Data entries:
....
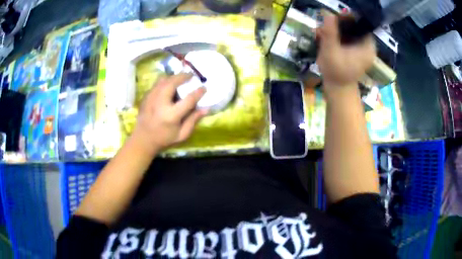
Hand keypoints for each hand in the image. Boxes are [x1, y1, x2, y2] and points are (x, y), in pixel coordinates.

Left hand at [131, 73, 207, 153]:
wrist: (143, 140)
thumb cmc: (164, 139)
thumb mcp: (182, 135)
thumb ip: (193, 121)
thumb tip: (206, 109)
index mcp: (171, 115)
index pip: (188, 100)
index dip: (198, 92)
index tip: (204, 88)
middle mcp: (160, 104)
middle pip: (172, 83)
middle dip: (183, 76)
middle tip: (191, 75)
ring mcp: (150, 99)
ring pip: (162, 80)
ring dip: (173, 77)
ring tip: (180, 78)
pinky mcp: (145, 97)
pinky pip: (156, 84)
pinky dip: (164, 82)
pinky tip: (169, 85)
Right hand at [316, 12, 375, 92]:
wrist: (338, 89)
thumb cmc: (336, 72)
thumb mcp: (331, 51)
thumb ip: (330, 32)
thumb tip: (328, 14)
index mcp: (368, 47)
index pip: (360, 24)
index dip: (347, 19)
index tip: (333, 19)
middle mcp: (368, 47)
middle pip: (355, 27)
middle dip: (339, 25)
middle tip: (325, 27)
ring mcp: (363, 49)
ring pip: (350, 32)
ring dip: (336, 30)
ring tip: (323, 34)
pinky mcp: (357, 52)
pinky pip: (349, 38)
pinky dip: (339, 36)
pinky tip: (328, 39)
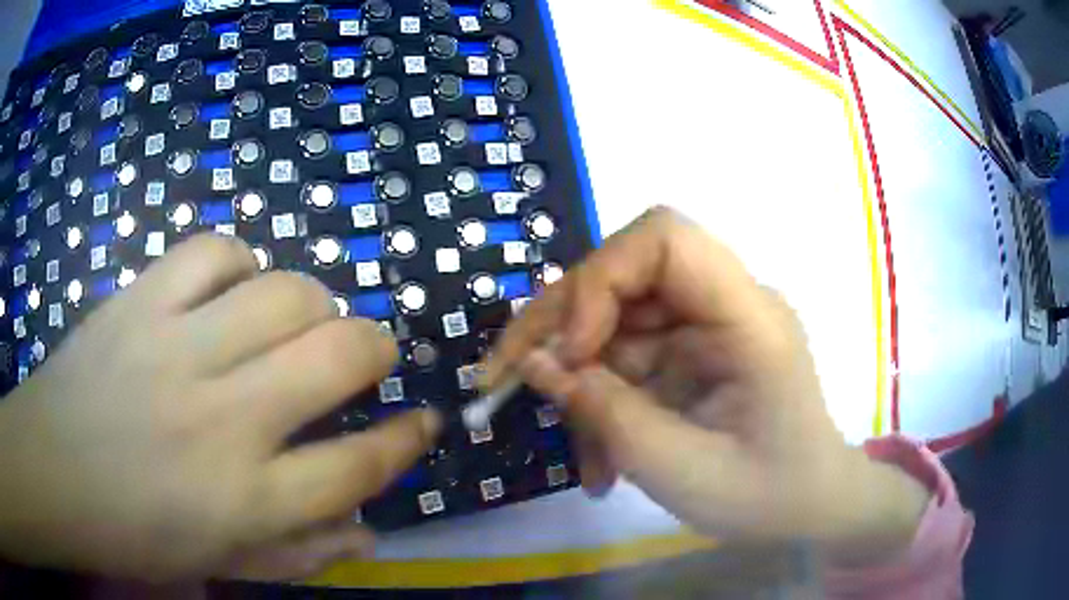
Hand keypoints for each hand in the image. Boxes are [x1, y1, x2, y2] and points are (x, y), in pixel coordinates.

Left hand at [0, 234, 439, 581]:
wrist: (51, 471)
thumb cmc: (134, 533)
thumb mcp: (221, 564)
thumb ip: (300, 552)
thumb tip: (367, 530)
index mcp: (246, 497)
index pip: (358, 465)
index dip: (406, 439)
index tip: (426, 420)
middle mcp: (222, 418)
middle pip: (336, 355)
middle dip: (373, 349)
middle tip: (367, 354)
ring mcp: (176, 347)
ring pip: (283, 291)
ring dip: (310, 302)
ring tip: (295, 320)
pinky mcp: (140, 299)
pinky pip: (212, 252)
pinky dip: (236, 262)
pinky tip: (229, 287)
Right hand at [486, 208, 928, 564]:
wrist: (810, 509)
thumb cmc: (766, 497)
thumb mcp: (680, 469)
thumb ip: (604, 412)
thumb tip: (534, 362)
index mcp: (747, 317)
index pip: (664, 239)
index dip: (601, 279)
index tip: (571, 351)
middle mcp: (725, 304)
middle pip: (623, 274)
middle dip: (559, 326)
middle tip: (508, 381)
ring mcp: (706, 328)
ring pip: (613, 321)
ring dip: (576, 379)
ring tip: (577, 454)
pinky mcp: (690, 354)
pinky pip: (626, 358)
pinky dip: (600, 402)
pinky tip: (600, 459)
....
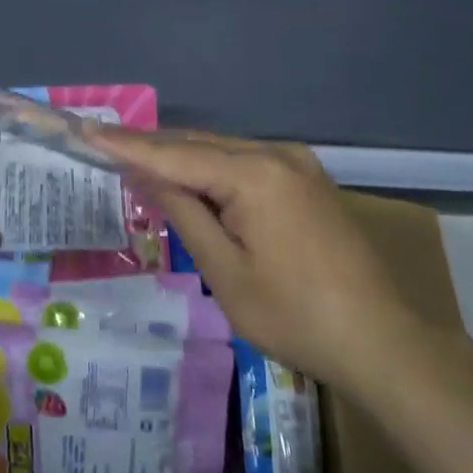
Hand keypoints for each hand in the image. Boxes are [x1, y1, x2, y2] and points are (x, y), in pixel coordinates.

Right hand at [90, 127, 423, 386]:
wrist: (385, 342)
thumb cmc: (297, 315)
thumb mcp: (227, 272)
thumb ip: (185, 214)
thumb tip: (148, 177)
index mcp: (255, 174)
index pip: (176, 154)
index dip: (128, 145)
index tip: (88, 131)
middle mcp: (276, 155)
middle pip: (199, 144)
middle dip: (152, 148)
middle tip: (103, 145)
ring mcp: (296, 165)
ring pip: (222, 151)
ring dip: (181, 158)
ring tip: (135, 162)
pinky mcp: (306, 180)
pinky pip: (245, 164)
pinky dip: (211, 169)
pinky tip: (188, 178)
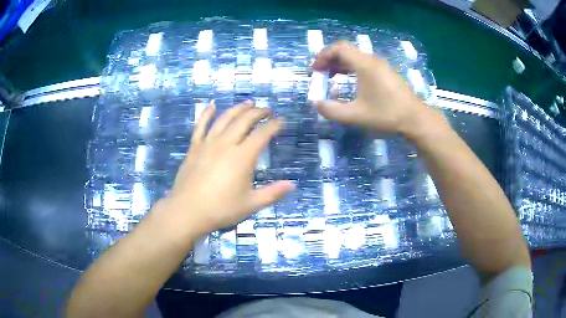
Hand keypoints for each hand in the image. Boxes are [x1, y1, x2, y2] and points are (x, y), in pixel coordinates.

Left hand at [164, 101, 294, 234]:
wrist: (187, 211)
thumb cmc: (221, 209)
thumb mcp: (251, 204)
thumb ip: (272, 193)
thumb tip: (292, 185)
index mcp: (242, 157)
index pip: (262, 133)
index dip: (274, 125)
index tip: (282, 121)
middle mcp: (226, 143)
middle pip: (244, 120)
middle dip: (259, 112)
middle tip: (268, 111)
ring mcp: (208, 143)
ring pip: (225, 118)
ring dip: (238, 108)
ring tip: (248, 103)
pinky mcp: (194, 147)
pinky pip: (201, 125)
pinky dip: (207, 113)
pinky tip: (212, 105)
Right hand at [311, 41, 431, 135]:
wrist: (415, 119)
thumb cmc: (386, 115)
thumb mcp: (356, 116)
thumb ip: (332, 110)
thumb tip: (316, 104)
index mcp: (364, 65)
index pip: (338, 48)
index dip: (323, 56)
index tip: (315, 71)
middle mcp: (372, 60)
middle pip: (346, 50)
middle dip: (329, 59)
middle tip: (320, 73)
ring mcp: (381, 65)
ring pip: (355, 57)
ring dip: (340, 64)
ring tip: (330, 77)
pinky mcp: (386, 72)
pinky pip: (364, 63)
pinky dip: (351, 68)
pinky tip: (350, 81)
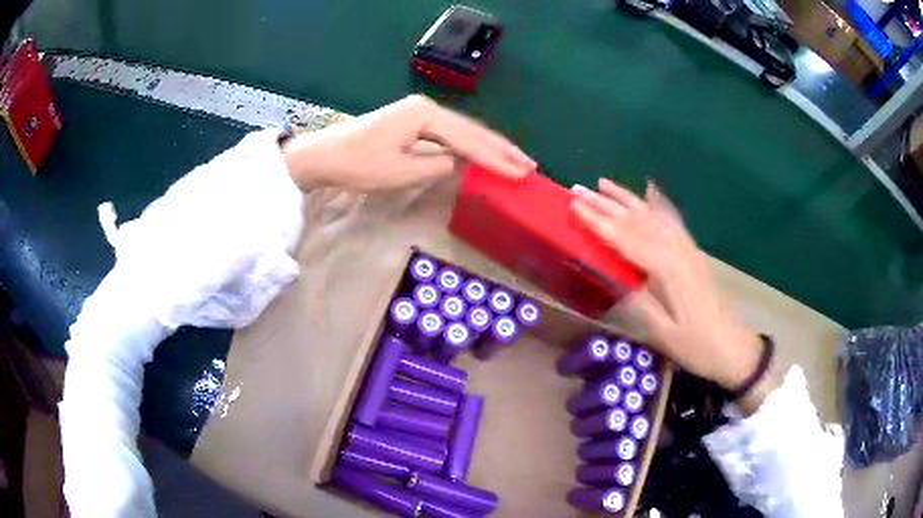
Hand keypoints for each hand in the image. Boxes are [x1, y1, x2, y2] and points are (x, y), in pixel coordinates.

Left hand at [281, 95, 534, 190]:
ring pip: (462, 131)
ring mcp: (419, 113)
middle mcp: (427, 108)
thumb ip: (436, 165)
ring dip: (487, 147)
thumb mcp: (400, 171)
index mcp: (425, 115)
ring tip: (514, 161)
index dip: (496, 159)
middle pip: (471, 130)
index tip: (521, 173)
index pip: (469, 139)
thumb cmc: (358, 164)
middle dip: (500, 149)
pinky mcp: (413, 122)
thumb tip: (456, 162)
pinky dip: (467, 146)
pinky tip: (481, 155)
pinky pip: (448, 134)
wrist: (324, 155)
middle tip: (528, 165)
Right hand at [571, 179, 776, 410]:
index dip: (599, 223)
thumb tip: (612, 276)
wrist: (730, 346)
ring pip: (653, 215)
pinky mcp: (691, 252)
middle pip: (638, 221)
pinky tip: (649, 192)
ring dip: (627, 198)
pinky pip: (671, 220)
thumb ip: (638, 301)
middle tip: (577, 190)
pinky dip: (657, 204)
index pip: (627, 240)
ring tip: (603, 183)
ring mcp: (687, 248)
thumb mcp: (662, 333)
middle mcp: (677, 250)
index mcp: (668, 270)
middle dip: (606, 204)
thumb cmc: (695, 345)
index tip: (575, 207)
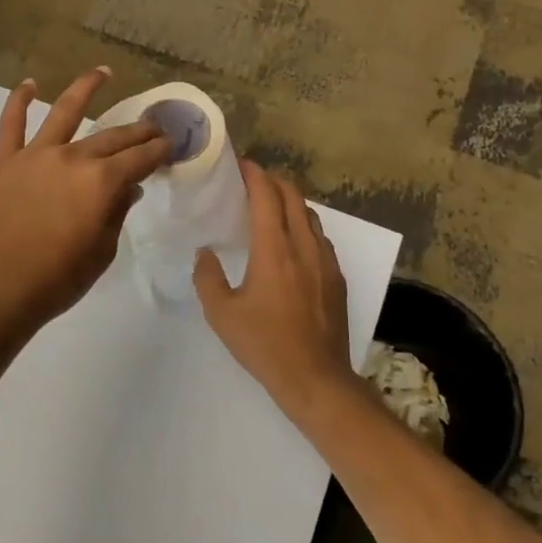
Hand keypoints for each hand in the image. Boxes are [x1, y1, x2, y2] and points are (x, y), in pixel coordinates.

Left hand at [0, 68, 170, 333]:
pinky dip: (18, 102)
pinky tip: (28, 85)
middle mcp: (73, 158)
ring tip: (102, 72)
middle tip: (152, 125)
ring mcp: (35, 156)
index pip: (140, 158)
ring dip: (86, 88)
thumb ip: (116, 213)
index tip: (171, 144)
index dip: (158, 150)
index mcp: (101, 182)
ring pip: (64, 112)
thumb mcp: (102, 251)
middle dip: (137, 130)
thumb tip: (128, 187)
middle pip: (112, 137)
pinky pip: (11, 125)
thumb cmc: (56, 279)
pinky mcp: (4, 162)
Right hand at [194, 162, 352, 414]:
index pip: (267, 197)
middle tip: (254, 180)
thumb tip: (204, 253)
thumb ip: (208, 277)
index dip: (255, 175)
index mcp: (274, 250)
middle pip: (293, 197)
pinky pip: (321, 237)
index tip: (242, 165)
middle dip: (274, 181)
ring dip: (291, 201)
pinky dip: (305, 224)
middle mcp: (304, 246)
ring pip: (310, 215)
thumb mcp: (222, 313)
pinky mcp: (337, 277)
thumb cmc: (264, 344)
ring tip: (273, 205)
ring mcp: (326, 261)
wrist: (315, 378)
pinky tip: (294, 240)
....
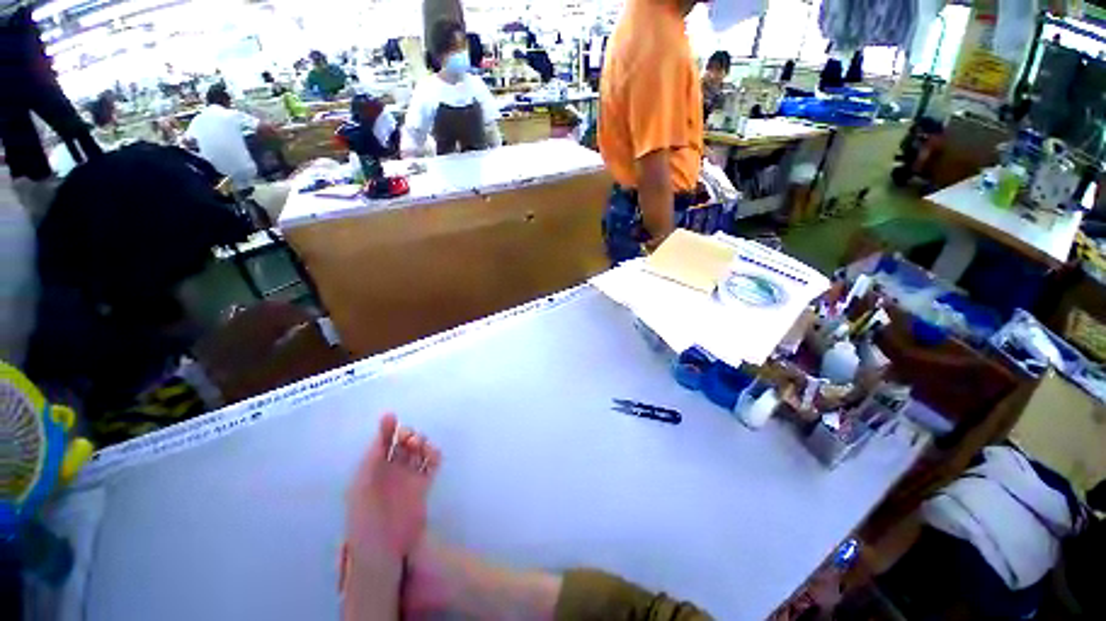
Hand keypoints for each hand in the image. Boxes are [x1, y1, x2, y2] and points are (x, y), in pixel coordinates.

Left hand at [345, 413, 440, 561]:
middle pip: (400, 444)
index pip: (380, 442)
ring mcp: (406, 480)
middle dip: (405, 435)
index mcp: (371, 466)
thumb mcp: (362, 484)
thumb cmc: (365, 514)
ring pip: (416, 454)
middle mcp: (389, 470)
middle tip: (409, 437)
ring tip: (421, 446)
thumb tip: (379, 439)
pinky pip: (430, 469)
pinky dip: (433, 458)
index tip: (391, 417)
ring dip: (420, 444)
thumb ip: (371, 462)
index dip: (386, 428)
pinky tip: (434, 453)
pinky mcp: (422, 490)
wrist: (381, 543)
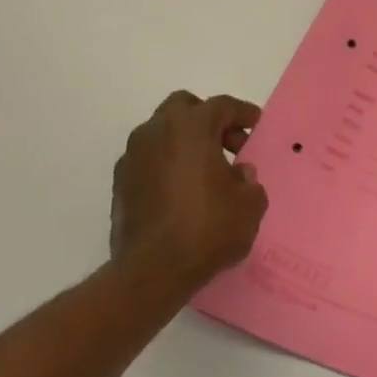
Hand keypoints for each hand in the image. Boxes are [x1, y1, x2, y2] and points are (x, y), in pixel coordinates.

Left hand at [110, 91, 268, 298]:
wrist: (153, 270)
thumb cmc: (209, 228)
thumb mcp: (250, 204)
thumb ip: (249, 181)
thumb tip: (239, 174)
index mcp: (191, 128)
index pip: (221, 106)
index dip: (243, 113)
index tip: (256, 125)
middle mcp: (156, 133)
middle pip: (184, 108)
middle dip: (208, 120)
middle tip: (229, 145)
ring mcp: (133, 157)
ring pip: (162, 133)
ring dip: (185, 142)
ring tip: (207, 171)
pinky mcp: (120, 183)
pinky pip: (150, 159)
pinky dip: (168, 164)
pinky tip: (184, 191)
....
- **ACTION ITEM**: Tell how many lines in the data above hold "wrist". Nothing but the number.

- **SOLUTION TO THE PROBLEM**: 12